• **REQUIRED WORK**
Word for word, print the entries that follow.

• **DATA EXTRACTS**
════════════════

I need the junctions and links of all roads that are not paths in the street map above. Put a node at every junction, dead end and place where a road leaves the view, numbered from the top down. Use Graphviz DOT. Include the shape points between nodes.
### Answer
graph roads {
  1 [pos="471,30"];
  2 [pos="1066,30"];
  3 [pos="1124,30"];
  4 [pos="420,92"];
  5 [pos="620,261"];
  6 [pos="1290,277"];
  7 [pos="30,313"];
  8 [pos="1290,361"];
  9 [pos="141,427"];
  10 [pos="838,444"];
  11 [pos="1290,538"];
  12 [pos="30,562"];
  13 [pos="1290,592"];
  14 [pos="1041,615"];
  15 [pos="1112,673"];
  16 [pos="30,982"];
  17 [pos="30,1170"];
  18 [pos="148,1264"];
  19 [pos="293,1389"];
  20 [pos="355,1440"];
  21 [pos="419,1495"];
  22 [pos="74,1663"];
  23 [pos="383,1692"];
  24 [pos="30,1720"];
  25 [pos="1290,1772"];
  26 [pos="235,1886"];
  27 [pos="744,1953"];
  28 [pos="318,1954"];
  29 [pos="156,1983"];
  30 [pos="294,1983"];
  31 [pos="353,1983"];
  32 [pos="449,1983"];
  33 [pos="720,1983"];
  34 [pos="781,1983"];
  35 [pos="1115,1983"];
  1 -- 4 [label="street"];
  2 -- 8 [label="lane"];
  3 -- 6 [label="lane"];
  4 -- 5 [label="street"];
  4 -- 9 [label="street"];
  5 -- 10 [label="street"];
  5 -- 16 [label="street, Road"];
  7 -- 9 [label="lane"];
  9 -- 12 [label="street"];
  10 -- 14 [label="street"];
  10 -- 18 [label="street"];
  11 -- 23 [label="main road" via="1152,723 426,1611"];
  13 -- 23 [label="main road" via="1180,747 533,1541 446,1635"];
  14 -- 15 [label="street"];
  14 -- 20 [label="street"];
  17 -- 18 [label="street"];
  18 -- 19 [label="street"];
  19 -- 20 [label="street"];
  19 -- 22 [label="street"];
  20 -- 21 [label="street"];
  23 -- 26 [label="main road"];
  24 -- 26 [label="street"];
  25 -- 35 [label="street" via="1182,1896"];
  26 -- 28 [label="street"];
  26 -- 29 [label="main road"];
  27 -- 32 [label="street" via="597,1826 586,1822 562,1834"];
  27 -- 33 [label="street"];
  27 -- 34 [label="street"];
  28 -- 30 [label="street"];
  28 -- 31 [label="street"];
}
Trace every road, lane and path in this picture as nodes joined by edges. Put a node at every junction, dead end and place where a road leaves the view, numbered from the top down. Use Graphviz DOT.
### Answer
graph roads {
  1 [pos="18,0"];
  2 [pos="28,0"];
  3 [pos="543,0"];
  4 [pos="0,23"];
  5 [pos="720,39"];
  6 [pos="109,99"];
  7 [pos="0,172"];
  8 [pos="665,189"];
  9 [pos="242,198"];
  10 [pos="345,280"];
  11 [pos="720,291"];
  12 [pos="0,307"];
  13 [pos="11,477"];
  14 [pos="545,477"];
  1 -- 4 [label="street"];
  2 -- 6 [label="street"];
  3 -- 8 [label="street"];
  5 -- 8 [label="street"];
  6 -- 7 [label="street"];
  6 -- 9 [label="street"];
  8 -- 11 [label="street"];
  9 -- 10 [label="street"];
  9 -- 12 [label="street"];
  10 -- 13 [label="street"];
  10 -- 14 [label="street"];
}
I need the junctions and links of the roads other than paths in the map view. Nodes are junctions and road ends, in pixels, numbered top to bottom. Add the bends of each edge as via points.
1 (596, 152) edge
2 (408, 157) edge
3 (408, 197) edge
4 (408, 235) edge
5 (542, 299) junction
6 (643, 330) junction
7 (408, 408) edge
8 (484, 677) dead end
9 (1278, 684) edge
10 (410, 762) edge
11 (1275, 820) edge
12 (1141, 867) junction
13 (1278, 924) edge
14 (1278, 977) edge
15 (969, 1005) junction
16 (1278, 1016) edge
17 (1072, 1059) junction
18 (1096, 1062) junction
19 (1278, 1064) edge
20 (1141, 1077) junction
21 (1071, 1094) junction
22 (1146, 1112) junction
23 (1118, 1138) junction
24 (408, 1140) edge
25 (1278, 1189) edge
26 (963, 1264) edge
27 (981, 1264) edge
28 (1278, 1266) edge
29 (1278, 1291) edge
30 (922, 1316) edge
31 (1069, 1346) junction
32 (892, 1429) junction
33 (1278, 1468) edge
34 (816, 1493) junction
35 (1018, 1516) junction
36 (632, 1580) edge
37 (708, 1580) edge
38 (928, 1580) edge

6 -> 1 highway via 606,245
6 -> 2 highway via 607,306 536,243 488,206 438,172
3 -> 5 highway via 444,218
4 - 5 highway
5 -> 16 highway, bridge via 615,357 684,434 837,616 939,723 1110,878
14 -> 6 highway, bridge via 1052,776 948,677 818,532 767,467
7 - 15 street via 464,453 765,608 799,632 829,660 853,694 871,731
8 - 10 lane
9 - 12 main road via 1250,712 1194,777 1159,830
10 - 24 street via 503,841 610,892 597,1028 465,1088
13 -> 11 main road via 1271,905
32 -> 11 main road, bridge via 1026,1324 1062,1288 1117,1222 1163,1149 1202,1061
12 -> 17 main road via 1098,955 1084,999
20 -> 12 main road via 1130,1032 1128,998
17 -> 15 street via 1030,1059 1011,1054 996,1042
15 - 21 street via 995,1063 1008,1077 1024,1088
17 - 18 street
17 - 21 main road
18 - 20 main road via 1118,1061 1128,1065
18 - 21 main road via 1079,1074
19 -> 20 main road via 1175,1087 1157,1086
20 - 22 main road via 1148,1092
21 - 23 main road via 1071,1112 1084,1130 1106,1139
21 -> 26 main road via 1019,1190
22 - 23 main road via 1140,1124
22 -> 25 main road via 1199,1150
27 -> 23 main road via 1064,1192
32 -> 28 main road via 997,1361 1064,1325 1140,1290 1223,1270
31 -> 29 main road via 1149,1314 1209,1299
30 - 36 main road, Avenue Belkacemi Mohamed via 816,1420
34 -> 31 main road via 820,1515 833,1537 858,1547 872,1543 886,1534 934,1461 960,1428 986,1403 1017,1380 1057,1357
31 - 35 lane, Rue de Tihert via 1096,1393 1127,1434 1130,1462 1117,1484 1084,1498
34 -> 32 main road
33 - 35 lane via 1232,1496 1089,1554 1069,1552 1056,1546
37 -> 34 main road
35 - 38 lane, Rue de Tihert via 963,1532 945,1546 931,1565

════════════════

• **REPLY**
I need the junctions and links of all roads that are not paths in the street map above. Put a node at every junction, dead end and place where a road leaves the view, numbered from the top down. Use Graphviz DOT. Include the shape points between nodes.
### Answer
graph roads {
  1 [pos="471,30"];
  2 [pos="1066,30"];
  3 [pos="1124,30"];
  4 [pos="420,92"];
  5 [pos="620,261"];
  6 [pos="1290,277"];
  7 [pos="30,313"];
  8 [pos="1290,361"];
  9 [pos="141,427"];
  10 [pos="838,444"];
  11 [pos="1290,538"];
  12 [pos="30,562"];
  13 [pos="1290,592"];
  14 [pos="1041,615"];
  15 [pos="1112,673"];
  16 [pos="30,982"];
  17 [pos="30,1170"];
  18 [pos="148,1264"];
  19 [pos="293,1389"];
  20 [pos="355,1440"];
  21 [pos="419,1495"];
  22 [pos="74,1663"];
  23 [pos="383,1692"];
  24 [pos="30,1720"];
  25 [pos="1290,1772"];
  26 [pos="235,1886"];
  27 [pos="744,1953"];
  28 [pos="318,1954"];
  29 [pos="156,1983"];
  30 [pos="294,1983"];
  31 [pos="353,1983"];
  32 [pos="449,1983"];
  33 [pos="720,1983"];
  34 [pos="781,1983"];
  35 [pos="1115,1983"];
  1 -- 4 [label="street"];
  2 -- 8 [label="lane"];
  3 -- 6 [label="lane"];
  4 -- 5 [label="street"];
  4 -- 9 [label="street"];
  5 -- 10 [label="street"];
  5 -- 16 [label="street, Road"];
  7 -- 9 [label="lane"];
  9 -- 12 [label="street"];
  10 -- 14 [label="street"];
  10 -- 18 [label="street"];
  11 -- 23 [label="main road" via="1152,723 426,1611"];
  13 -- 23 [label="main road" via="1180,747 533,1541 446,1635"];
  14 -- 15 [label="street"];
  14 -- 20 [label="street"];
  17 -- 18 [label="street"];
  18 -- 19 [label="street"];
  19 -- 20 [label="street"];
  19 -- 22 [label="street"];
  20 -- 21 [label="street"];
  23 -- 26 [label="main road"];
  24 -- 26 [label="street"];
  25 -- 35 [label="street" via="1182,1896"];
  26 -- 28 [label="street"];
  26 -- 29 [label="main road"];
  27 -- 32 [label="street" via="597,1826 586,1822 562,1834"];
  27 -- 33 [label="street"];
  27 -- 34 [label="street"];
  28 -- 30 [label="street"];
  28 -- 31 [label="street"];
}
Trace every road, lane and path in this picture as nodes joined by edges. Put a node at every junction, dead end and place where a road leaves the view, numbered from the top down. Use Graphviz DOT.
### Answer
graph roads {
  1 [pos="18,0"];
  2 [pos="28,0"];
  3 [pos="543,0"];
  4 [pos="0,23"];
  5 [pos="720,39"];
  6 [pos="109,99"];
  7 [pos="0,172"];
  8 [pos="665,189"];
  9 [pos="242,198"];
  10 [pos="345,280"];
  11 [pos="720,291"];
  12 [pos="0,307"];
  13 [pos="11,477"];
  14 [pos="545,477"];
  1 -- 4 [label="street"];
  2 -- 6 [label="street"];
  3 -- 8 [label="street"];
  5 -- 8 [label="street"];
  6 -- 7 [label="street"];
  6 -- 9 [label="street"];
  8 -- 11 [label="street"];
  9 -- 10 [label="street"];
  9 -- 12 [label="street"];
  10 -- 13 [label="street"];
  10 -- 14 [label="street"];
}
I need the junctions and links of the roads other than paths in the map view. Nodes are junctions and road ends, in pixels, numbered top to bottom. Add the bends of each edge as via points.
1 (596, 152) edge
2 (408, 157) edge
3 (408, 197) edge
4 (408, 235) edge
5 (542, 299) junction
6 (643, 330) junction
7 (408, 408) edge
8 (484, 677) dead end
9 (1278, 684) edge
10 (410, 762) edge
11 (1275, 820) edge
12 (1141, 867) junction
13 (1278, 924) edge
14 (1278, 977) edge
15 (969, 1005) junction
16 (1278, 1016) edge
17 (1072, 1059) junction
18 (1096, 1062) junction
19 (1278, 1064) edge
20 (1141, 1077) junction
21 (1071, 1094) junction
22 (1146, 1112) junction
23 (1118, 1138) junction
24 (408, 1140) edge
25 (1278, 1189) edge
26 (963, 1264) edge
27 (981, 1264) edge
28 (1278, 1266) edge
29 (1278, 1291) edge
30 (922, 1316) edge
31 (1069, 1346) junction
32 (892, 1429) junction
33 (1278, 1468) edge
34 (816, 1493) junction
35 (1018, 1516) junction
36 (632, 1580) edge
37 (708, 1580) edge
38 (928, 1580) edge

6 -> 1 highway via 606,245
6 -> 2 highway via 607,306 536,243 488,206 438,172
3 -> 5 highway via 444,218
4 - 5 highway
5 -> 16 highway, bridge via 615,357 684,434 837,616 939,723 1110,878
14 -> 6 highway, bridge via 1052,776 948,677 818,532 767,467
7 - 15 street via 464,453 765,608 799,632 829,660 853,694 871,731
8 - 10 lane
9 - 12 main road via 1250,712 1194,777 1159,830
10 - 24 street via 503,841 610,892 597,1028 465,1088
13 -> 11 main road via 1271,905
32 -> 11 main road, bridge via 1026,1324 1062,1288 1117,1222 1163,1149 1202,1061
12 -> 17 main road via 1098,955 1084,999
20 -> 12 main road via 1130,1032 1128,998
17 -> 15 street via 1030,1059 1011,1054 996,1042
15 - 21 street via 995,1063 1008,1077 1024,1088
17 - 18 street
17 - 21 main road
18 - 20 main road via 1118,1061 1128,1065
18 - 21 main road via 1079,1074
19 -> 20 main road via 1175,1087 1157,1086
20 - 22 main road via 1148,1092
21 - 23 main road via 1071,1112 1084,1130 1106,1139
21 -> 26 main road via 1019,1190
22 - 23 main road via 1140,1124
22 -> 25 main road via 1199,1150
27 -> 23 main road via 1064,1192
32 -> 28 main road via 997,1361 1064,1325 1140,1290 1223,1270
31 -> 29 main road via 1149,1314 1209,1299
30 - 36 main road, Avenue Belkacemi Mohamed via 816,1420
34 -> 31 main road via 820,1515 833,1537 858,1547 872,1543 886,1534 934,1461 960,1428 986,1403 1017,1380 1057,1357
31 - 35 lane, Rue de Tihert via 1096,1393 1127,1434 1130,1462 1117,1484 1084,1498
34 -> 32 main road
33 - 35 lane via 1232,1496 1089,1554 1069,1552 1056,1546
37 -> 34 main road
35 - 38 lane, Rue de Tihert via 963,1532 945,1546 931,1565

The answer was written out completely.